Já deve-se ter notado diversas divergências teológicas entre os dois reformadores indiretamente, vamos agora dedicar a nossa atenção a elas. Antes disso, é importante notar como o termo “reformado” passou a representar mais o pensamento suíço do que os ideais do monge alemão. A interpretação da maioria dos estudiosos é que foi na reforma suíça que vemos uma ruptura com a Igreja de Roma e uma verdadeira ênfase na Escritura. Curiosamente, o termo “evangélicos” foi fortemente atribuída aos luteranos, por tê-la colocado acima da massiva pregação da Lei existente na Igreja Medieval, alimentando o medo e incentivando os incautos a comprarem sua salvação pelas indulgências romanas, salvarem seus familiares do purgatório, entre outros absurdos da Igreja Romana. Mas as diferenças presentes na teologia desses reformadores demonstra como a reforma destes se deu de modo independente.

A autoridade Escritura em detrimento da tradição

A posição de Lutero, por sua formação medievalista, legou a ele uma certa simpatia pela tradição católica, sua oposição era aquelas práticas da tradição que feriam diretamente o ensino das Escrituras. Zuinglio, de formação humanista, vai adotar um posicionamento mais radical e colocar uma exclusividade na Escritura, afirmando que toda a tradição é válida, desde que seja ensinada pela Palavra de Deus. A diferença parece pouca, mas em termos práticos, a Escritura tomou uma ênfase mais característica no reformador suíço, pois a prática e liturgia cristãs deve se fundamentar apenas nas Sagradas Escrituras, Lutero admitia uma prática cristã que embora não fosse ordenando na Escritura, não contradizia a ela.
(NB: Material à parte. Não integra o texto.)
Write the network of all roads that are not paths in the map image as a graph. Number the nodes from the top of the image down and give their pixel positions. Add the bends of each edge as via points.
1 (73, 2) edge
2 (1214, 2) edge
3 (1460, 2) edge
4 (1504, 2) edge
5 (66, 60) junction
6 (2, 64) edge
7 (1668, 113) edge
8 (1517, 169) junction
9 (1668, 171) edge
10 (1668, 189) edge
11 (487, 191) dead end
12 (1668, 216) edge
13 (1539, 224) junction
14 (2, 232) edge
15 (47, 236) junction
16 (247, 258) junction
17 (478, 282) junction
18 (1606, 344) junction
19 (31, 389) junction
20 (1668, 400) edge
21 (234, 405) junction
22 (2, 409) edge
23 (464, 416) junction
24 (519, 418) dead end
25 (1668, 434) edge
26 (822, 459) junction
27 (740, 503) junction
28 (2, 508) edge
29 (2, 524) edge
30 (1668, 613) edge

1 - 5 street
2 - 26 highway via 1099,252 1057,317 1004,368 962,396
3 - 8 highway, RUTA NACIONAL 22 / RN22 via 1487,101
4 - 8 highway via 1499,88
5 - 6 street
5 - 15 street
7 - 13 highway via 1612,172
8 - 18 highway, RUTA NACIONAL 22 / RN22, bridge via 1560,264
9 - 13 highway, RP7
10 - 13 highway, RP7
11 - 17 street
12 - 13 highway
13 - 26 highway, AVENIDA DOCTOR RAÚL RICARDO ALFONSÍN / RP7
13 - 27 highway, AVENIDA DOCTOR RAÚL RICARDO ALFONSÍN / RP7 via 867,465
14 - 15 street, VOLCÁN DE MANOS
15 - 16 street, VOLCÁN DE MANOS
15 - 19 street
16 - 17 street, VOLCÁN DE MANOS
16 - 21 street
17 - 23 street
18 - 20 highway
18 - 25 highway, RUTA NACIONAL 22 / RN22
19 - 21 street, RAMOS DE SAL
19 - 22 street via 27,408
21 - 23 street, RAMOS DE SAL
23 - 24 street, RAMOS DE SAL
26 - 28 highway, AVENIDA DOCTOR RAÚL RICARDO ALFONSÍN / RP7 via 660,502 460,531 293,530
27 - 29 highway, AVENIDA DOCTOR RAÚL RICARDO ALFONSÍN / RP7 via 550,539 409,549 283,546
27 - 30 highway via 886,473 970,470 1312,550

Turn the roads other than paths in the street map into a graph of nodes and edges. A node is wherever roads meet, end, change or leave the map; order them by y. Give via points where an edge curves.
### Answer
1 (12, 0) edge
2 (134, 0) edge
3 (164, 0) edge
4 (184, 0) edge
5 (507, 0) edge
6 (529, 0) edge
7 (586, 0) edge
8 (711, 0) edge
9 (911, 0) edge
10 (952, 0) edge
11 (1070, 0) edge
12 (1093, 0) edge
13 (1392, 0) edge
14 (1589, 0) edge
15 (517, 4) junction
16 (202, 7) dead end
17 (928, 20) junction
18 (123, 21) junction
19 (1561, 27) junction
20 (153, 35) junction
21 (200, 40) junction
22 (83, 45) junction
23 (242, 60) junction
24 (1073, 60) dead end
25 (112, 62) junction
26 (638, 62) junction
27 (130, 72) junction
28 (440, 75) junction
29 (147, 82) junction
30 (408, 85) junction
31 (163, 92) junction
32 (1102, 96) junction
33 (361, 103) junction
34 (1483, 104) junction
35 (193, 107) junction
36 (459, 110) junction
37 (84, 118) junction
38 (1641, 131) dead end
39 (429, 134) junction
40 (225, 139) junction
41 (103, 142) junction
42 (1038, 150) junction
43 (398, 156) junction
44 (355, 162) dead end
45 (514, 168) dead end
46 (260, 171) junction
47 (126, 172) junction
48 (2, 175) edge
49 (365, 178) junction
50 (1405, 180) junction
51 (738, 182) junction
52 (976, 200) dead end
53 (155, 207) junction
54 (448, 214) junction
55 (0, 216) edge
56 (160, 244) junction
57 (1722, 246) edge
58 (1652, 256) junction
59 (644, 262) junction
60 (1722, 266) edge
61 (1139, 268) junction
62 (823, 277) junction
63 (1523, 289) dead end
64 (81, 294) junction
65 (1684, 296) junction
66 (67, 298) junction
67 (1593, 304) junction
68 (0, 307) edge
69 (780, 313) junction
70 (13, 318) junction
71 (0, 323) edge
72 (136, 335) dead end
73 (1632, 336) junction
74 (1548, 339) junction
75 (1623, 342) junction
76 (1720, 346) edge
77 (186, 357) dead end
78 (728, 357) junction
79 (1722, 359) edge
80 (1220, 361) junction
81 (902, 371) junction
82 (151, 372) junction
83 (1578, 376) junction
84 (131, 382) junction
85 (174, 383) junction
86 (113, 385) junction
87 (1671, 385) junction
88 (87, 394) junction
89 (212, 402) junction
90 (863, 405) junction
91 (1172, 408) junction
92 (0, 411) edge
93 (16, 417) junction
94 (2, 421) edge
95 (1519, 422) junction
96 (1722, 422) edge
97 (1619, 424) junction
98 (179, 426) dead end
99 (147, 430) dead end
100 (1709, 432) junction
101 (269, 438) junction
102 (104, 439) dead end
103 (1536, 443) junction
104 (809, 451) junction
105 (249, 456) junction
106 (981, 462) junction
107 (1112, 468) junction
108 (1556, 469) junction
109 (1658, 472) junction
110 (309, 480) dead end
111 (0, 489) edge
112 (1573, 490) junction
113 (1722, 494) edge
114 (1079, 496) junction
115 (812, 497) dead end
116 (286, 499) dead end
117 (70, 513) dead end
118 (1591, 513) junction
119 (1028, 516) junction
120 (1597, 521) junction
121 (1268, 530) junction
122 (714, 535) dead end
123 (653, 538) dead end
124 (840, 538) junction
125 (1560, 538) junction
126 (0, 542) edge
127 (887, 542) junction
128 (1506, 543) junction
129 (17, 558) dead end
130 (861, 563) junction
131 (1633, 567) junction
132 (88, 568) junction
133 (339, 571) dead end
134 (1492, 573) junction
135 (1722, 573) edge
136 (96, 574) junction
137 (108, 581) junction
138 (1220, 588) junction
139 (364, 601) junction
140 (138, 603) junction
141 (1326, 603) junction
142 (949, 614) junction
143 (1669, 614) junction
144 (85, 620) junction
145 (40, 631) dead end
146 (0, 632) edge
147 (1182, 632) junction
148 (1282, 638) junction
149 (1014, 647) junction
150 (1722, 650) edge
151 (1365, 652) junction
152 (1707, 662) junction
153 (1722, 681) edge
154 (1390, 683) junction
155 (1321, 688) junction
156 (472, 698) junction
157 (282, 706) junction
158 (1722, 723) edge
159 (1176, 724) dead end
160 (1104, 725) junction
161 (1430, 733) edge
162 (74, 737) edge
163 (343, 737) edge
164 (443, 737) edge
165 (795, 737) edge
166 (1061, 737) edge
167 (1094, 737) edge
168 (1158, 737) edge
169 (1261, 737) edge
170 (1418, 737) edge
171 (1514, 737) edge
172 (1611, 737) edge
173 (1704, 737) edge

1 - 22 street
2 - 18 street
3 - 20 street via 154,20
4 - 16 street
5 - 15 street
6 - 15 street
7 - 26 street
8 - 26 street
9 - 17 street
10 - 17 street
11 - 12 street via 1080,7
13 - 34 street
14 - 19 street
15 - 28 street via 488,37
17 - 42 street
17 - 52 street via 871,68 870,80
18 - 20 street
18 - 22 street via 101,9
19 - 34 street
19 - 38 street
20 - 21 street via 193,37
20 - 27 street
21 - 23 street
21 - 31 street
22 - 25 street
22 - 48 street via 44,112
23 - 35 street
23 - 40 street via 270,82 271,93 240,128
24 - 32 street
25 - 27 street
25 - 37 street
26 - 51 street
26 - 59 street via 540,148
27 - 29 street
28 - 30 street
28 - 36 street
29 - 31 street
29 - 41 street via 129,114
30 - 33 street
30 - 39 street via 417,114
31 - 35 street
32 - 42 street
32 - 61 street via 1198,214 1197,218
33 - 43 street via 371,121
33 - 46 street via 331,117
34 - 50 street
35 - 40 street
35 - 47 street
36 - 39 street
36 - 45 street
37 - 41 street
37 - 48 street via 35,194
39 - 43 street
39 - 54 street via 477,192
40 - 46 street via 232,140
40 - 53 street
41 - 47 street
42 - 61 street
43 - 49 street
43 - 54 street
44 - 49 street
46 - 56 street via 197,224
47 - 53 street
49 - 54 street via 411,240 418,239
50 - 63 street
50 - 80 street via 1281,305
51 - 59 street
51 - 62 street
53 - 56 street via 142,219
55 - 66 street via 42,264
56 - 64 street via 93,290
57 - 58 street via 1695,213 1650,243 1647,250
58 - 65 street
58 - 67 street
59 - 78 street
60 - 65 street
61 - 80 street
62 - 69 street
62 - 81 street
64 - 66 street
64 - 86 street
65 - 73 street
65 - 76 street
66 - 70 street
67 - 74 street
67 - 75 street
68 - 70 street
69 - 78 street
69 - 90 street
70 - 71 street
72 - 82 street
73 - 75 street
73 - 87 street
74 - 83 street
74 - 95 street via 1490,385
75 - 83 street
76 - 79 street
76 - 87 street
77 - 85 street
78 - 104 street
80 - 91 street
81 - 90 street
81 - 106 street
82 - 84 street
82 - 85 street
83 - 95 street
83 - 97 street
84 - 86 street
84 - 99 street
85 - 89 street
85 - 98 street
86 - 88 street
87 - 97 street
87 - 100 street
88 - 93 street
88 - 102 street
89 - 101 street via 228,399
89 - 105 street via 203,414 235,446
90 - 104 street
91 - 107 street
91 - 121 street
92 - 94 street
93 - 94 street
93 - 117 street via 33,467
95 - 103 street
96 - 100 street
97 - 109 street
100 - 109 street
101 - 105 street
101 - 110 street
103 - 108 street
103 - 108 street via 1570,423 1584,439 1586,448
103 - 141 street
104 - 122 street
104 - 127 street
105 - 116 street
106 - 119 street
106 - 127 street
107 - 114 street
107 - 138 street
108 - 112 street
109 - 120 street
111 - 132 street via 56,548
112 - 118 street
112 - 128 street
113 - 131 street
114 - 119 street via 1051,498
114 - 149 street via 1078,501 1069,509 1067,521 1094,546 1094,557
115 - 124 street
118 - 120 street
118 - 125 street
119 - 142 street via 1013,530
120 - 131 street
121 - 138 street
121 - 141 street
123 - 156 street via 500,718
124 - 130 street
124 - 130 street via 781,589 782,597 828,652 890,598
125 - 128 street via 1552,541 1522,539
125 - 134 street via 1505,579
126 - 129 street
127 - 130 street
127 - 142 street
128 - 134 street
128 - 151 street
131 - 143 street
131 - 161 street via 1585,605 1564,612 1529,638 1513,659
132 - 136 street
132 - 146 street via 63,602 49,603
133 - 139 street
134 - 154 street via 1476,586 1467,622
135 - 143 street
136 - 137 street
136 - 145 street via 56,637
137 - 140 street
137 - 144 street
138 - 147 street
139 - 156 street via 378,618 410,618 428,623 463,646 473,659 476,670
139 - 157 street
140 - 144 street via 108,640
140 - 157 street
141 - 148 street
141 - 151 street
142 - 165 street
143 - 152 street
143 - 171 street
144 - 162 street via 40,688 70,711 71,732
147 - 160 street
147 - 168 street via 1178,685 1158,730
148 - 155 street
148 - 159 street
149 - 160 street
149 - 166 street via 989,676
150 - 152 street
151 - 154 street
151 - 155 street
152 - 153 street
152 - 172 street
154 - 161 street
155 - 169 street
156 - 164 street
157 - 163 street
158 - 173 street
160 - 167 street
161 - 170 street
Ponto de partida distinto: a justificação pela fé e Soberania de Deus

Lutero sofreu muito para sentir-se paz no Evangelho de Cristo, a sensação de estar debaixo de uma ira divina levou ele a debates internos e a uma tristeza muito profunda. Essa experiência direcionou seu ponto de partida, a partir do momento que ele compreendeu a doutrina do Sola Fide, isto é, somente pela fé somos justificados por Deus. Essa perspectiva foi, por assim dizer, a sua chave hermenêutica, na qual ele descarta a interseção dos santos, a mediação da Igreja e as missas. Zuinglio, por sua vez, dependeu totalmente de seu estudo das Escrituras e interesse político, e colocou a Soberania Divina e sua Providência como o fundamento de sua teologia. A grande expressão dessa diferença está na doutrina da predestinação, que ambos criam, mas o monge alemão via isto da perspectiva de que o homem é caído em seus pecados e sua incapaz de livrar-se deles, enquanto o reformador suíço cria que a predestinação é uma consequência lógica do Ser de Deus e seus atributos, é impossível, para ele, afirmar a onipotência divina sem que se assuma que tudo está debaixo de uma exaustiva providência.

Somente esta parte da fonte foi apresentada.